News and Events
OVAL by OVAL SOUND
9 Mar 2017
Alex Posada, co-founder of Oval Sound, will give a talk on their music tech startup and the Oval, the first digital Handpan ever developed. The talk will take place on Thursday, March 9th 2017, at 12:00h in room 55.410 of the Communication Campus.
OVAL by OVAL SOUND
Founded in 2014 by Ravid Goldschmidt and Alex Posada in Barcelona (Spain), OVAL SOUND is the music technology startup behind Oval, the first digital Handpan ever developed.
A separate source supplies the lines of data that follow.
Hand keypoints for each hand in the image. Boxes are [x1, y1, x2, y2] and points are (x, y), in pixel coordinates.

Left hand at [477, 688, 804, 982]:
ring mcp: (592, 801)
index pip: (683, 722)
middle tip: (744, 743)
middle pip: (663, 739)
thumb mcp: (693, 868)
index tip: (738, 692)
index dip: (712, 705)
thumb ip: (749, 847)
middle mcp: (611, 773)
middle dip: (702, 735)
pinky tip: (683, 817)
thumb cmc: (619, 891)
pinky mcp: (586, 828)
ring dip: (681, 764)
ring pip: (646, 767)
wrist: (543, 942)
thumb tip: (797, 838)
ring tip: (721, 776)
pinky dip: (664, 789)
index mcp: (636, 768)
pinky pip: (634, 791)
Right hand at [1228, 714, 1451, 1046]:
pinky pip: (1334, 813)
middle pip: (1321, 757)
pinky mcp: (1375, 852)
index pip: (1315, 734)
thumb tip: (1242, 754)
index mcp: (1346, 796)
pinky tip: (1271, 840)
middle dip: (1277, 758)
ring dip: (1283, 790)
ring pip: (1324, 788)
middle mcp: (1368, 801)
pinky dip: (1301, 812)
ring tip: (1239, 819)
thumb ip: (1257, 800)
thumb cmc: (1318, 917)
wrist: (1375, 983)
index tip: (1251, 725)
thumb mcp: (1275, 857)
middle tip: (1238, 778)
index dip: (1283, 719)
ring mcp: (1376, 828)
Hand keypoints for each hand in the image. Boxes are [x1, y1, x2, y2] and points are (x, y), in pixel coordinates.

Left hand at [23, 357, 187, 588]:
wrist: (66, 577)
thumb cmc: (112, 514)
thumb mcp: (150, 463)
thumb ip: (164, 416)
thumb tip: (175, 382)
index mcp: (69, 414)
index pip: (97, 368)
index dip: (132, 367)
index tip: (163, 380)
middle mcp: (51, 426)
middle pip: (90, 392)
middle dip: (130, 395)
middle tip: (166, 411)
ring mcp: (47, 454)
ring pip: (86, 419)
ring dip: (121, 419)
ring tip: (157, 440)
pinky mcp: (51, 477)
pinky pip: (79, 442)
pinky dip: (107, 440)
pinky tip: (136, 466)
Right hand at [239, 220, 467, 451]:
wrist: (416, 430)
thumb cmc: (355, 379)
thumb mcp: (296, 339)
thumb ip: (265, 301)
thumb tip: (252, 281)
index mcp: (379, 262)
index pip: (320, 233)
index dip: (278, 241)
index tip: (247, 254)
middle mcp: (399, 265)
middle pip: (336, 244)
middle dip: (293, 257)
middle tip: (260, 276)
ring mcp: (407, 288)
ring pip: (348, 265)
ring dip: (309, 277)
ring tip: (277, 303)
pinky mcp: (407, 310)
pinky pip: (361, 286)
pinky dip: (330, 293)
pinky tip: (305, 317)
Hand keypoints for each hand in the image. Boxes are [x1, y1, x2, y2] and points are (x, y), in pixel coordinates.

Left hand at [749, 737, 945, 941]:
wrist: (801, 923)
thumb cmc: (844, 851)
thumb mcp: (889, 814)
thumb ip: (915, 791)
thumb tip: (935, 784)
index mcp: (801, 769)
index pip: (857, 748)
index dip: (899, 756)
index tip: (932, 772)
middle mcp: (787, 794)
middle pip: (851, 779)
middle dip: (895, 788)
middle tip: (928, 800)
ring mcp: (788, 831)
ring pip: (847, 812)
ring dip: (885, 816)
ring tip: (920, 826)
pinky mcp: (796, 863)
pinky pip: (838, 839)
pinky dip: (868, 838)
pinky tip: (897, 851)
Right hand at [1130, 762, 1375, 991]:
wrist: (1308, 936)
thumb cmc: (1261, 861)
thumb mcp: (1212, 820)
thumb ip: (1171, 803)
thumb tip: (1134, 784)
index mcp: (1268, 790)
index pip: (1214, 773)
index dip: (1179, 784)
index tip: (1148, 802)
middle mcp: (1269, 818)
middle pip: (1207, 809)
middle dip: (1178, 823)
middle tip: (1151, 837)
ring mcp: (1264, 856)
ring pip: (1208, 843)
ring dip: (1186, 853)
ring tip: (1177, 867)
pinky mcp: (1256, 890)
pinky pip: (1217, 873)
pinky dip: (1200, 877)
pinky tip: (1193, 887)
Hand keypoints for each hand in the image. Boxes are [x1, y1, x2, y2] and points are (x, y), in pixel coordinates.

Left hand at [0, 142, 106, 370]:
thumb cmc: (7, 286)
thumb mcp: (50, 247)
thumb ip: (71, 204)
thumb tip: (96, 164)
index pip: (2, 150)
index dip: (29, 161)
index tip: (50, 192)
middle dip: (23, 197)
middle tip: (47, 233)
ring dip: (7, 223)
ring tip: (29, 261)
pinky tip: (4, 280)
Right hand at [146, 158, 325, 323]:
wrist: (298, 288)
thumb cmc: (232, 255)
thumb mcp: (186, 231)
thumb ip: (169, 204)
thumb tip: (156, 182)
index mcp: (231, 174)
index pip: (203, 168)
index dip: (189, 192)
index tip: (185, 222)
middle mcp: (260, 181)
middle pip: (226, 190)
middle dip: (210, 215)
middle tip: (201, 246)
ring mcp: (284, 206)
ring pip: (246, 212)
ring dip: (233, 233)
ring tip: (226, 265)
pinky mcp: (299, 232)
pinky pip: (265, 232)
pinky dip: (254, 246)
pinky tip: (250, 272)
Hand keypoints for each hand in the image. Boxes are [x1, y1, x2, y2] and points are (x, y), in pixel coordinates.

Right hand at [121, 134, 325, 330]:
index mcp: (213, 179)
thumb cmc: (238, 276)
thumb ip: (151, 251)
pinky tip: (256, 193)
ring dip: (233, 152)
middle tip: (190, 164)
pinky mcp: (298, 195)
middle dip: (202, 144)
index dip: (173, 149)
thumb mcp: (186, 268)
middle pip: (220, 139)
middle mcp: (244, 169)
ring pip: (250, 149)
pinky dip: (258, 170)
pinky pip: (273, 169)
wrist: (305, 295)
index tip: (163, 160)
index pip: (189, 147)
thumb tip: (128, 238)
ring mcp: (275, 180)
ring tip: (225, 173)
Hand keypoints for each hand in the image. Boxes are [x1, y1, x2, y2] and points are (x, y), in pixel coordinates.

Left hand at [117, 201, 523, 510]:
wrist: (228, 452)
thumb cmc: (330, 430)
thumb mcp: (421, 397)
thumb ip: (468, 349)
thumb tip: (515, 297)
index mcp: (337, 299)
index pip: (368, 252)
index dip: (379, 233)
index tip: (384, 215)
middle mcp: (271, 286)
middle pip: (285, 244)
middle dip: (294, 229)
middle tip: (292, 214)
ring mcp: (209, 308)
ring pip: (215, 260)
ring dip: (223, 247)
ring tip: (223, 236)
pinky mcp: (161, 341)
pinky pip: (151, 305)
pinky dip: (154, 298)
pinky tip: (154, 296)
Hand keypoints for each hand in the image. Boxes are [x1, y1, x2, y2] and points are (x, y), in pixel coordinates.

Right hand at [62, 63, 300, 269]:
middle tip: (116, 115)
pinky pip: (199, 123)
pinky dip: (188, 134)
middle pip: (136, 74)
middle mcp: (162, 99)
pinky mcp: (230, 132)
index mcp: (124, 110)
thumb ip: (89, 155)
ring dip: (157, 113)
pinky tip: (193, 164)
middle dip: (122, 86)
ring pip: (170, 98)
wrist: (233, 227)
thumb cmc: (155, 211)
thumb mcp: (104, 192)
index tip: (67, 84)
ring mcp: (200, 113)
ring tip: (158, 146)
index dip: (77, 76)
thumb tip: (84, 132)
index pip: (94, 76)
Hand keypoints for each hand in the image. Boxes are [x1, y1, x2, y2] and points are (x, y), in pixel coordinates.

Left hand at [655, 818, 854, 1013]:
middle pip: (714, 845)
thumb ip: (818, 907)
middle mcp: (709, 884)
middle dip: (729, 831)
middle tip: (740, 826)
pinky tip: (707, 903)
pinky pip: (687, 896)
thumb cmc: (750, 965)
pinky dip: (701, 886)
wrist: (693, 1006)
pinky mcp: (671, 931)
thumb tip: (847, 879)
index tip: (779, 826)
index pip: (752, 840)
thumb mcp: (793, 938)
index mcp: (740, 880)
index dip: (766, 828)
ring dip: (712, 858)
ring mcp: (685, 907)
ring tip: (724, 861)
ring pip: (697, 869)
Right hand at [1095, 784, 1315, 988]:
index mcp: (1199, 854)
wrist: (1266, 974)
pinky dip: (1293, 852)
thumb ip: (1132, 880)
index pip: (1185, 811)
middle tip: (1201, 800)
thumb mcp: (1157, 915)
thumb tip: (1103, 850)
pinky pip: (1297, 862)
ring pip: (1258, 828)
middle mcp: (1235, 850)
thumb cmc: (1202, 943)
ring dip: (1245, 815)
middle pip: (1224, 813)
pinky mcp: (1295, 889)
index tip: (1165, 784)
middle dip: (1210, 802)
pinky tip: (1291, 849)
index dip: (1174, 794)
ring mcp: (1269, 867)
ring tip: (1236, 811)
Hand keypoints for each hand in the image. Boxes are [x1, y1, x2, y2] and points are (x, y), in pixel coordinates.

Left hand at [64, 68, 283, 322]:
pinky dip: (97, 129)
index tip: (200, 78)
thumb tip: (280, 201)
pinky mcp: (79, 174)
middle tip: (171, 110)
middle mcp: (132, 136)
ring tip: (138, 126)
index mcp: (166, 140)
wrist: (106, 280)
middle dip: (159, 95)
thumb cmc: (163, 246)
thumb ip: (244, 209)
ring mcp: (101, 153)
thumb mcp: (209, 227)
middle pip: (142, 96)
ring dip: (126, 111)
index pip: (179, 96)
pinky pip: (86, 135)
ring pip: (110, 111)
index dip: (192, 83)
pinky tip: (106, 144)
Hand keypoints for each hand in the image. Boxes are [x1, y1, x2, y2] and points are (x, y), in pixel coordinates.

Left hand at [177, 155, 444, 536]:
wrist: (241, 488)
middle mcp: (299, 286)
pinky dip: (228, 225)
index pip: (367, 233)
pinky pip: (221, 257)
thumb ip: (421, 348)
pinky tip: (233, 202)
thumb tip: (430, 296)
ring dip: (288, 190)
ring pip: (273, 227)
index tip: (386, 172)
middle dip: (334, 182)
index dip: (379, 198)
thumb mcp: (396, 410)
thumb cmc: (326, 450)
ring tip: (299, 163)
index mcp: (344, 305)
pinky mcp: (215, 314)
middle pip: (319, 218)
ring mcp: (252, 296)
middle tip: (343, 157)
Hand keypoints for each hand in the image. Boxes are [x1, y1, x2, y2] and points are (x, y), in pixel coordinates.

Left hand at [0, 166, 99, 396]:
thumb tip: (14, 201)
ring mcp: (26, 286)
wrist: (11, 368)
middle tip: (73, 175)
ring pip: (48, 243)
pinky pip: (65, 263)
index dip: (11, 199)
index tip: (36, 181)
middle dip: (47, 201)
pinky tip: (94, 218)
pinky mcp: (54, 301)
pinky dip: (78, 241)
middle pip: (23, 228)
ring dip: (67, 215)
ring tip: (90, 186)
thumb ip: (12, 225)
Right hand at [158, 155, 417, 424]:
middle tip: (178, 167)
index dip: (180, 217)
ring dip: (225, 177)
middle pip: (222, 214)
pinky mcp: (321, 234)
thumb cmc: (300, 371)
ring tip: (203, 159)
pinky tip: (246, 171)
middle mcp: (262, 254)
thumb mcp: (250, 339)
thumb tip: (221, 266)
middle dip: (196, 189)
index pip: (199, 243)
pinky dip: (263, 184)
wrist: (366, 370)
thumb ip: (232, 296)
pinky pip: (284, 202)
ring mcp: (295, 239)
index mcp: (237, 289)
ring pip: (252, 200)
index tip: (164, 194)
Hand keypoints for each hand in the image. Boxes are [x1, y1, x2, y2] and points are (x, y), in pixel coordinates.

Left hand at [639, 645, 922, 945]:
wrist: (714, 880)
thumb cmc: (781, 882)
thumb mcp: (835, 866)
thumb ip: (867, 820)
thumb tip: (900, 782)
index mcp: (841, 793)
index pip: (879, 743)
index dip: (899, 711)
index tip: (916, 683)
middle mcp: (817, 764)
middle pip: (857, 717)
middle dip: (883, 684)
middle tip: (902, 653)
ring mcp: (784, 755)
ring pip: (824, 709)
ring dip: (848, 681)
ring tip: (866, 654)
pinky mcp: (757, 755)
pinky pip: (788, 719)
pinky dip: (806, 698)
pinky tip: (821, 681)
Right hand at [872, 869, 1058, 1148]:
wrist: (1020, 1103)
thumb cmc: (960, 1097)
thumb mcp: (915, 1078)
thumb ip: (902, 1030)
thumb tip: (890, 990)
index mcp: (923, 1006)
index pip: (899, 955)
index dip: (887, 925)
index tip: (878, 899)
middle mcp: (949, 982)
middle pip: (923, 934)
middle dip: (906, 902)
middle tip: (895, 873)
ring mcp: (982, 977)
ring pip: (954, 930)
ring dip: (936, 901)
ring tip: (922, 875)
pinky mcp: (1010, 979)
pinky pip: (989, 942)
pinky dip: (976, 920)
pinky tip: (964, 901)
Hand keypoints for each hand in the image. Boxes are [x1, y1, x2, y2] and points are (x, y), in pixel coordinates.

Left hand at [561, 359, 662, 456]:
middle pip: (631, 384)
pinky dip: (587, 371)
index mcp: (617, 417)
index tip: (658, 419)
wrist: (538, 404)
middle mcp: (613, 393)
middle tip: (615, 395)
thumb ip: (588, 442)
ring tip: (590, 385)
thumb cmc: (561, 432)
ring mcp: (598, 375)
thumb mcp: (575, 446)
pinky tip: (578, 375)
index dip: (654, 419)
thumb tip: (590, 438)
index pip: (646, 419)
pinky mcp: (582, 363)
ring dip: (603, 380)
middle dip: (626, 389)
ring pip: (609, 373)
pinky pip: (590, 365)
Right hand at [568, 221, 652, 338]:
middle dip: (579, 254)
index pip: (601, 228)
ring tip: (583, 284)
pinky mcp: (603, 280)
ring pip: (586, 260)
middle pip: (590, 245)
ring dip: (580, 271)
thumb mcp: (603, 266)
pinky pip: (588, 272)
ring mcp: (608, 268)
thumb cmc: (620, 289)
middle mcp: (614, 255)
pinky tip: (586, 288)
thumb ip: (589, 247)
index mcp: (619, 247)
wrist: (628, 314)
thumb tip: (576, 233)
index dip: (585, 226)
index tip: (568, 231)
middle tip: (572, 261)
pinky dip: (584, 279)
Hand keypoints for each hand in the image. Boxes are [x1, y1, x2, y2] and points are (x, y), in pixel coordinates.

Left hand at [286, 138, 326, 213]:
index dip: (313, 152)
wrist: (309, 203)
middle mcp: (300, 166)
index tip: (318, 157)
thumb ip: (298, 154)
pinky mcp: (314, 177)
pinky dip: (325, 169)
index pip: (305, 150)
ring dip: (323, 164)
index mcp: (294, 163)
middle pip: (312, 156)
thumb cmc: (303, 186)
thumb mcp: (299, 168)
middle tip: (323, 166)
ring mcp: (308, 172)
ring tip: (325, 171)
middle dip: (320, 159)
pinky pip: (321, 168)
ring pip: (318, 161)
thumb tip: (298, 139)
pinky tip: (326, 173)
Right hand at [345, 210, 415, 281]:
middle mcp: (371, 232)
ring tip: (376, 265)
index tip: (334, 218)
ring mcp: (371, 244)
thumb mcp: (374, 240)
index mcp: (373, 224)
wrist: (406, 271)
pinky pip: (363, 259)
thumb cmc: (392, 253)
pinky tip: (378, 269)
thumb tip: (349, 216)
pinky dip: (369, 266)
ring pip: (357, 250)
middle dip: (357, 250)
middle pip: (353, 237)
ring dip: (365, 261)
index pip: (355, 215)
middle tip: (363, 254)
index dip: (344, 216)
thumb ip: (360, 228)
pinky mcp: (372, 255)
The Oval is a new electronic musical instrument designed from the ground-up to revolutionize music creation, learning and live performance. This next generation instrument has sensitive multi-gesture sensors to combine the expressiveness of an acoustic instrument, with the flexibility of modern digital synthesis. To take full advantage of each subtle gesture, the Oval comes with its own multi-platform synthesis and effects app which when paired together, create a truly immersive playing experience.
The Oval app supports both iOS and Android, and comes with custom high- quality sound libraries ready to play. Or if you're feeling adventurous, you can connect the Oval to your favorite MIDI-enabled music apps, synths and even lighting rigs - the possibilities are endless.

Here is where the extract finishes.